HAMPTON, Ga. — Denny Hamlin can win anywhere in NASCAR.
He couldn’t always say that.
The fact that he now can makes him a much more dangerous contender this season for the Sprint Cup Series championship.
A week after winning on one of the series’ shortest tracks, Hamlin followed up with a victory on one of its fastest, holding off Jeff Gordon in a two-lap overtime to win Sunday night’s AdvoCare 500 at Atlanta Motor Speedway.
The victory is Hamlin’s fourth of the season – the most of any driver – and with one race remaining before the start of the 2012 Chase, he currently is its No. 1 seed.
“I’m just happy to be at the racetrack every single week knowing I can win a race.

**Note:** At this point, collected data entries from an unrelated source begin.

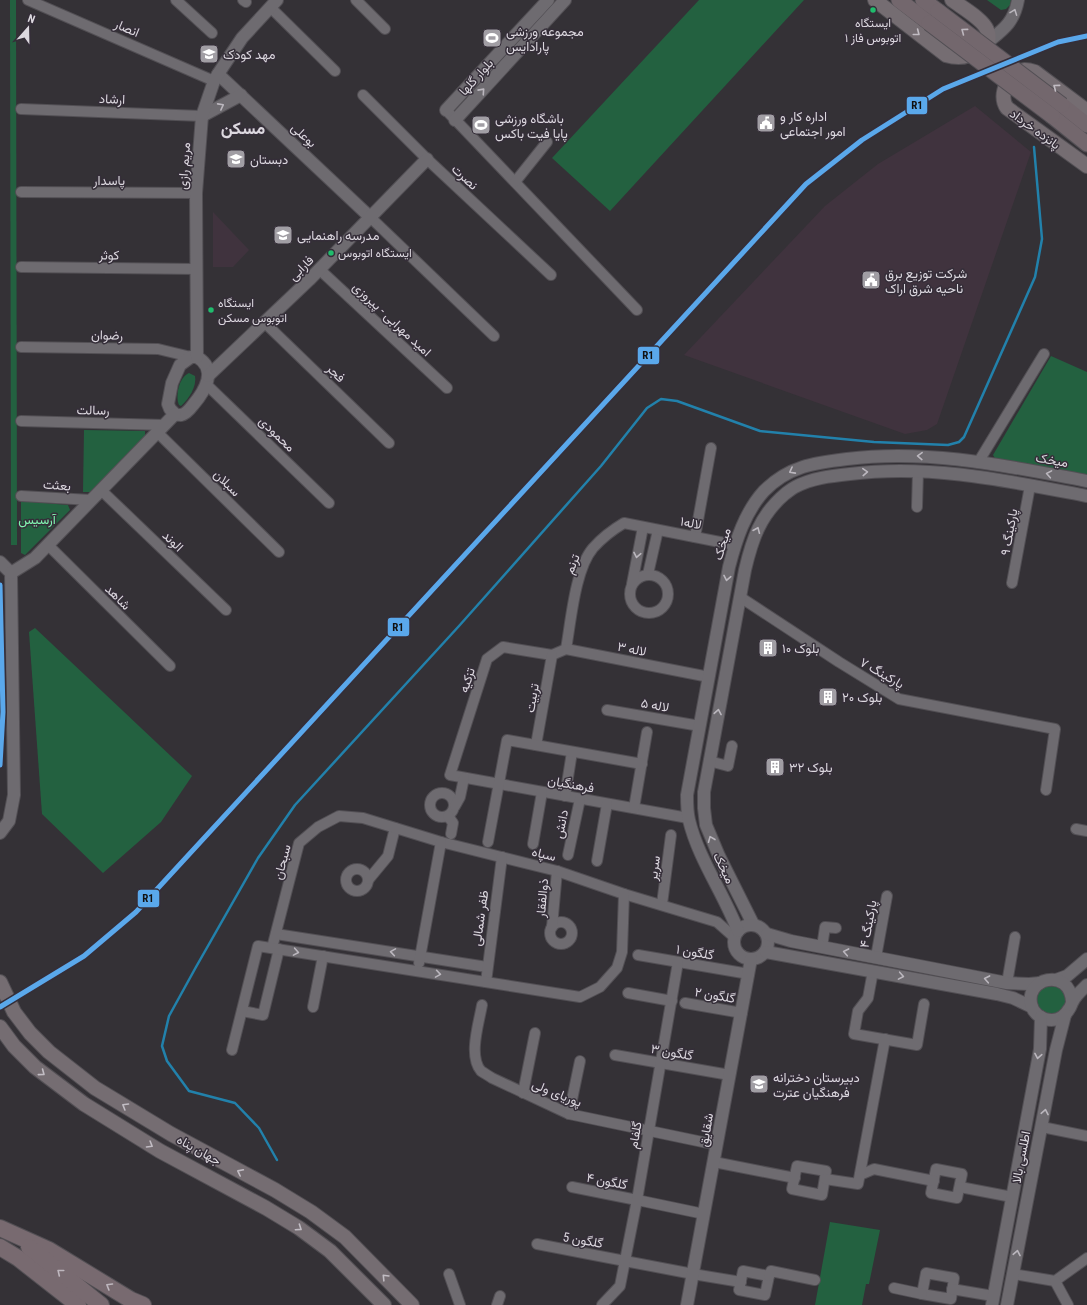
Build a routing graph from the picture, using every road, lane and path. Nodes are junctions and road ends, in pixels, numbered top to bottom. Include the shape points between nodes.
1 (28, 0) edge
2 (176, 0) edge
3 (356, 0) edge
4 (548, 0) edge
5 (565, 0) edge
6 (875, 0) edge
7 (899, 0) edge
8 (923, 0) edge
9 (952, 0) edge
10 (1018, 0) edge
11 (274, 4) edge
12 (934, 17) junction
13 (385, 29) dead end
14 (212, 33) dead end
15 (988, 42) junction
16 (335, 71) dead end
17 (216, 78) junction
18 (241, 95) junction
19 (363, 95) dead end
20 (21, 109) dead end
21 (446, 110) joint
22 (1057, 111) junction
23 (1087, 111) edge
24 (202, 116) junction
25 (456, 120) junction
26 (1087, 125) edge
27 (547, 142) dead end
28 (1087, 144) edge
29 (427, 159) junction
30 (1087, 166) edge
31 (515, 182) junction
32 (21, 192) dead end
33 (196, 193) junction
34 (370, 217) junction
35 (21, 267) dead end
36 (319, 269) junction
37 (196, 270) junction
38 (551, 275) dead end
39 (637, 310) dead end
40 (265, 323) junction
41 (494, 336) dead end
42 (21, 347) dead end
43 (1044, 354) dead end
44 (194, 357) junction
45 (207, 380) junction
46 (447, 388) dead end
47 (175, 414) junction
48 (21, 421) dead end
49 (161, 428) junction
50 (389, 443) dead end
51 (711, 448) dead end
52 (980, 461) junction
53 (918, 471) junction
54 (1087, 481) edge
55 (1030, 486) junction
56 (101, 490) junction
57 (21, 496) dead end
58 (1087, 496) edge
59 (91, 500) junction
60 (329, 503) dead end
61 (917, 507) dead end
62 (643, 527) junction
63 (658, 530) junction
64 (695, 537) junction
65 (735, 545) junction
66 (48, 546) junction
67 (279, 552) dead end
68 (0, 562) edge
69 (11, 573) junction
70 (648, 574) junction
71 (1012, 583) dead end
72 (632, 584) junction
73 (740, 597) junction
74 (226, 610) dead end
75 (566, 649) junction
76 (552, 655) junction
77 (170, 666) dead end
78 (708, 677) junction
79 (607, 710) dead end
80 (700, 726) junction
81 (647, 732) dead end
82 (536, 745) junction
83 (732, 746) dead end
84 (572, 752) junction
85 (710, 761) junction
86 (642, 764) junction
87 (450, 775) joint
88 (464, 778) junction
89 (499, 784) junction
90 (1046, 790) dead end
91 (542, 792) junction
92 (564, 796) junction
93 (580, 799) junction
94 (607, 804) junction
95 (455, 806) junction
96 (634, 808) junction
97 (339, 816) joint
98 (448, 816) junction
99 (688, 818) junction
100 (394, 828) junction
101 (1076, 829) dead end
102 (1087, 831) edge
103 (0, 833) edge
104 (451, 834) dead end
105 (671, 835) dead end
106 (441, 842) junction
107 (488, 842) dead end
108 (533, 844) dead end
109 (568, 855) dead end
110 (502, 857) junction
111 (597, 861) dead end
112 (557, 871) junction
113 (369, 879) dead end
114 (624, 894) junction
115 (887, 896) dead end
116 (662, 904) junction
117 (753, 924) junction
118 (552, 927) dead end
119 (836, 928) dead end
120 (276, 934) junction
121 (736, 934) junction
122 (767, 934) junction
123 (1015, 937) dead end
124 (822, 947) junction
125 (276, 948) junction
126 (766, 952) junction
127 (638, 955) dead end
128 (323, 956) junction
129 (421, 956) junction
130 (876, 958) junction
131 (751, 959) junction
132 (1087, 960) edge
133 (678, 962) junction
134 (487, 967) junction
135 (418, 971) junction
136 (873, 971) junction
137 (748, 974) junction
138 (1056, 980) junction
139 (0, 982) edge
140 (486, 982) junction
141 (1007, 982) junction
142 (1040, 983) junction
143 (1087, 985) edge
144 (628, 993) dead end
145 (672, 1001) junction
146 (685, 1002) dead end
147 (1072, 1002) junction
148 (924, 1004) dead end
149 (482, 1005) dead end
150 (313, 1007) dead end
151 (1032, 1007) junction
152 (242, 1011) junction
153 (742, 1013) junction
154 (1065, 1015) junction
155 (1041, 1017) junction
156 (0, 1027) edge
157 (535, 1033) dead end
158 (885, 1039) junction
159 (232, 1050) dead end
160 (615, 1055) dead end
161 (580, 1061) dead end
162 (661, 1063) junction
163 (724, 1074) dead end
164 (523, 1093) junction
165 (569, 1114) junction
166 (1042, 1127) junction
167 (649, 1131) junction
168 (1087, 1136) edge
169 (717, 1145) junction
170 (714, 1162) junction
171 (860, 1175) junction
172 (795, 1178) junction
173 (825, 1179) junction
174 (934, 1180) junction
175 (572, 1187) dead end
176 (960, 1187) junction
177 (1012, 1197) junction
178 (640, 1200) junction
179 (704, 1214) junction
180 (0, 1228) edge
181 (537, 1244) dead end
182 (0, 1247) edge
183 (1087, 1258) edge
184 (627, 1261) junction
185 (449, 1274) dead end
186 (693, 1274) junction
187 (1013, 1274) junction
188 (769, 1276) junction
189 (815, 1280) dead end
190 (1055, 1281) junction
191 (741, 1282) junction
192 (894, 1288) dead end
193 (952, 1289) junction
194 (922, 1294) junction
195 (992, 1301) edge
196 (78, 1305) edge
197 (101, 1305) edge
198 (142, 1305) edge
199 (384, 1305) edge
200 (412, 1305) edge
201 (460, 1305) edge
202 (602, 1305) edge
203 (687, 1305) edge
204 (1007, 1305) edge
205 (1068, 1305) edge

1 - 17 street, انصار
2 - 14 street
3 - 13 street
4 - 21 street, بلوار گلها
25 -> 5 street, بلوار گلها
6 -> 15 main road via 946,55 962,58 970,56
7 - 12 main road
8 - 12 main road
9 - 15 main road via 987,28
15 -> 10 street via 1006,28
11 - 16 street
11 - 17 street, مریم رازی via 242,38
12 - 22 main road, bridge
17 - 18 street, بوعلی
17 - 24 street, مریم رازی
24 -> 18 street
18 - 34 street, بوعلی
19 - 29 street, نصرت
20 - 24 street, ارشاد
21 - 25 street
22 - 26 main road
22 - 28 main road, پانزده خرداد
23 -> 30 main road, پانزده خرداد via 1035,72 1027,70 1014,75 1003,93 1002,99 1007,108
24 - 33 street, مریم رازی
25 - 31 street
27 - 31 street
29 - 34 street, فارابی
29 - 38 street, نصرت
31 - 39 street
32 - 33 street, پاسدار
33 - 37 street, مریم رازی
34 - 36 street, فارابی
34 - 41 street
35 - 37 street, کوثر
36 - 40 street, فارابی
36 - 46 street, امید مهرابی - پیروزی
37 - 44 street, مریم رازی
40 - 45 street, فارابی
40 - 50 street, فجر
42 - 44 street, رضوان via 158,349
43 - 52 street
44 - 45 street via 206,364
44 - 47 street via 180,365 172,383 168,404
45 - 47 street, فارابی via 198,399 188,411 182,415
45 - 60 street, محمودی
47 - 49 street
48 - 49 street, رسالت
49 - 56 street
49 - 67 street, سبلان
51 - 64 street
54 -> 52 street, میخک
52 -> 65 street, میخک via 900,455 812,463 777,480 765,491 754,504
53 - 55 street, میخک via 973,475
53 - 61 street
73 -> 53 street, میخک via 752,544 760,523 777,502 794,487 815,478 838,475
55 - 58 street, میخک
55 - 71 street, پارکینگ ۹
56 - 59 street
56 - 74 street, الوند
57 - 59 street, بعثت
59 - 66 street
62 - 63 street, لاله۱
62 -> 72 street
62 - 75 street, ترنم via 624,523 592,549 580,573
63 - 64 street, لاله۱
63 - 70 street
64 - 65 street, لاله۱
65 -> 78 street, میخک
66 - 69 street via 28,564
66 - 77 street, شاهد
68 - 69 street
69 - 103 street via 14,795 9,821
70 - 72 street via 636,579
70 - 72 street via 660,578 668,588 667,600 659,610 647,613 635,608 630,596
85 -> 73 street, میخک
73 - 90 street, پارکینگ ۷ via 899,698 1055,729
75 - 76 street
75 - 78 street, لاله ۳
76 - 82 street, تربیت
76 - 87 street, تزکیه via 503,647 487,659
78 - 80 street, میخک
79 - 80 street, لاله ۵
80 - 99 street, میخک via 687,795
81 - 86 street
82 - 84 street
82 - 89 street via 507,740
83 - 85 street via 728,766
84 - 86 street
84 - 92 street
117 -> 85 street, میخک via 706,825 704,792
86 - 96 street
87 - 88 street, فرهنگیان
88 - 89 street, فرهنگیان
88 - 95 street via 460,797
89 - 91 street, فرهنگیان
89 - 107 street
91 - 92 street, فرهنگیان
91 - 108 street
92 - 93 street, فرهنگیان
93 - 94 street, فرهنگیان
93 - 109 street, دانش
94 - 96 street, فرهنگیان
94 - 111 street
95 - 98 street
95 - 98 street via 452,798 446,793 432,798 430,806 434,813 441,817
96 - 99 street, فرهنگیان
97 - 100 street, سپاه via 363,818
97 - 120 street, سبحان via 318,827 299,843
98 - 104 street via 453,823
99 - 121 street, میخک via 694,838 731,914
100 - 106 street, سپاه
100 - 113 street via 388,856
101 - 102 street
105 - 116 street, سریر
106 - 110 street, سپاه
106 - 129 street
110 - 112 street, سپاه
110 - 134 street, ظفر شمالی
112 - 114 street, سپاه
112 - 118 street, ذوالفقار
114 - 116 street, سپاه
114 - 140 street via 622,952 617,968 600,986 580,997
115 - 130 street, پارکینگ ۴
116 - 121 street, سپاه via 717,922
117 - 121 street via 746,925
117 - 122 street
119 - 124 street via 825,926
120 - 125 street, سبحان
129 -> 120 street
121 - 131 street via 736,949 745,958
122 - 124 street
122 - 126 street via 769,943
123 - 141 street
130 -> 124 street
125 -> 128 street
125 - 152 street via 258,946
125 - 152 street, سبحان via 263,1015
126 - 131 street
126 - 136 street
127 - 133 street, گلگون ۱
128 - 135 street
128 - 150 street
129 - 134 street
129 - 135 street
130 - 136 street
141 -> 130 street
131 - 137 street, شقایق
132 - 138 street via 1067,976
133 - 137 street, گلگون ۱
133 - 145 street, گلفام
134 - 140 street, ظفر شمالی
135 -> 140 street
136 -> 151 street via 1013,998
136 - 158 street via 868,998 858,1011 854,1034
137 - 153 street, شقایق
138 - 142 street via 1045,980
138 - 147 street via 1070,990
200 -> 139 main road, جهان پناه via 345,1237 311,1212 171,1134 95,1088 48,1052 14,1012
141 - 142 street
142 - 151 street via 1032,994
143 - 147 street
144 - 145 street
145 - 162 street, گلفام
146 - 153 street, گلگون ۲
147 - 154 street
148 - 158 street via 917,1045
149 - 164 street, پوریای ولی via 474,1050 476,1060 481,1070 492,1078
151 - 155 street
152 - 159 street
153 - 169 street, شقایق
154 - 155 street via 1054,1020
166 -> 154 street, اطلسی بالا
155 -> 177 street, اطلسی بالا via 1040,1049
156 -> 199 main road, جهان پناه via 35,1067 84,1104 160,1151 300,1228 330,1251
157 - 164 street
158 - 171 street
160 - 162 street, گلگون ۳
161 - 165 street
162 - 163 street, گلگون ۳
162 - 167 street, گلفام
164 - 165 street, پوریای ولی
165 - 167 street, پوریای ولی
166 - 168 street
187 -> 166 street, اطلسی بالا
167 - 169 street, پوریای ولی
167 - 178 street, گلفام
169 - 170 street, شقایق
170 - 172 street
170 - 179 street, شقایق
171 - 173 street via 858,1184
171 - 174 street via 874,1169
172 - 173 street via 797,1166 826,1171
172 - 173 street via 792,1189 822,1195
174 - 176 street via 936,1169 962,1174
174 - 176 street via 931,1193 957,1198
175 - 178 street, گلگون ۴
176 - 177 street
177 - 195 street, اطلسی بالا
178 - 179 street, گلگون ۴
178 - 184 street, گلفام
179 - 186 street, شقایق
197 -> 180 highway via 27,1246
198 -> 180 highway via 49,1250
181 - 184 street, گلگون 5
182 - 196 highway
183 - 190 street
184 - 186 street, گلگون 5
184 - 202 street, گلفام via 620,1286
185 - 201 street
186 - 191 street, گلگون 5
186 - 203 street, شقایق
187 - 190 street
187 - 204 street, اطلسی بالا
188 - 189 street via 771,1271
188 - 191 street via 743,1271
188 - 191 street via 765,1295 740,1290
190 - 205 street
192 - 194 street
193 - 194 street via 950,1299
193 - 194 street via 954,1278 926,1273
193 - 195 street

It doesn’t matter the racetrack anymore, it’s just I know we can win,” Hamlin said.
“Darian (Grubb, crew chief) has just taken this program to that next level.”
Grubb was at that level last season, winning the 2011 championship with driver Tony Stewart before joining Hamlin’s No. 11 Joe Gibbs Racing team in the offseason.
Hamlin came close to winning a Cup title in 2010 with crew chief Mike Ford but stumbled down the stretch and was defeated by Jimmie Johnson in the season’s final race.
“This has been something in the works for a very long time, and obviously I have a lot of wins in my career because of two very important guys: One is Darian and the other is Mike Ford,” Hamlin said.
“Mike put together 80 percent of a championship winning team, and Darian has just filled that gap and put the rest of the pieces of the puzzle together.”
While Hamlin led the most laps Sunday night (105), he by no means had the win in the bag.
Martin Truex Jr. appeared ready to snap his 191-race winless streak until a caution was displayed with five of 325 laps remaining, after Jamie McMurray blew a tire on the front stretch and hit the wall.
The lead-lap cars elected to pit for fresh tires – a necessity on Atlanta’s rough surface – and Hamlin’s pit crew got him off pit road first.
At the start of the two-lap overtime, Hamlin quickly put distance between himself and the field, only to see Gordon move in behind him on the final lap.
Gordon elected not to put a fender to Hamlin’s car and couldn’t complete a pass as Hamlin earned his first win at Atlanta.
“I should have just run into the back of him going into (Turn) 3 and moved him up the racetrack, and we would have been sitting in Victory Lane and counting another win,” Gordon said on pit road after the race.
“This Chase is too important for me to be in it and not to make a move like that. … I wouldn’t have wanted to wreck him, but I would have liked to have that one over again.”
Instead, Gordon remains mired in a battle for one of two wild-card spots in the Chase, while Hamlin and eight others – Greg Biffle, Dale Earnhardt Jr., Matt Kenseth, Jimmie Johnson, Truex, Brad Keselowski, Clint Bowyer and Kevin Harvick – are locked into top-10 spots in the Chase.
Stewart, currently 10th in points, is locked in the Chase as at least a wild card.
“I knew how desperate he was, but he knew that we could not let him win,” Hamlin said of Gordon. “It was critical for our team to not let Jeff get a win.
“But the reason he didn’t is because we have a mutual respect. I haven’t moved him out of the way for a win or anything like that, and we race each other with respect. We have my entire career.”
Keselowski finished third, Truex finished fourth and Harvick was fifth. Biffle continues to lead the series standings.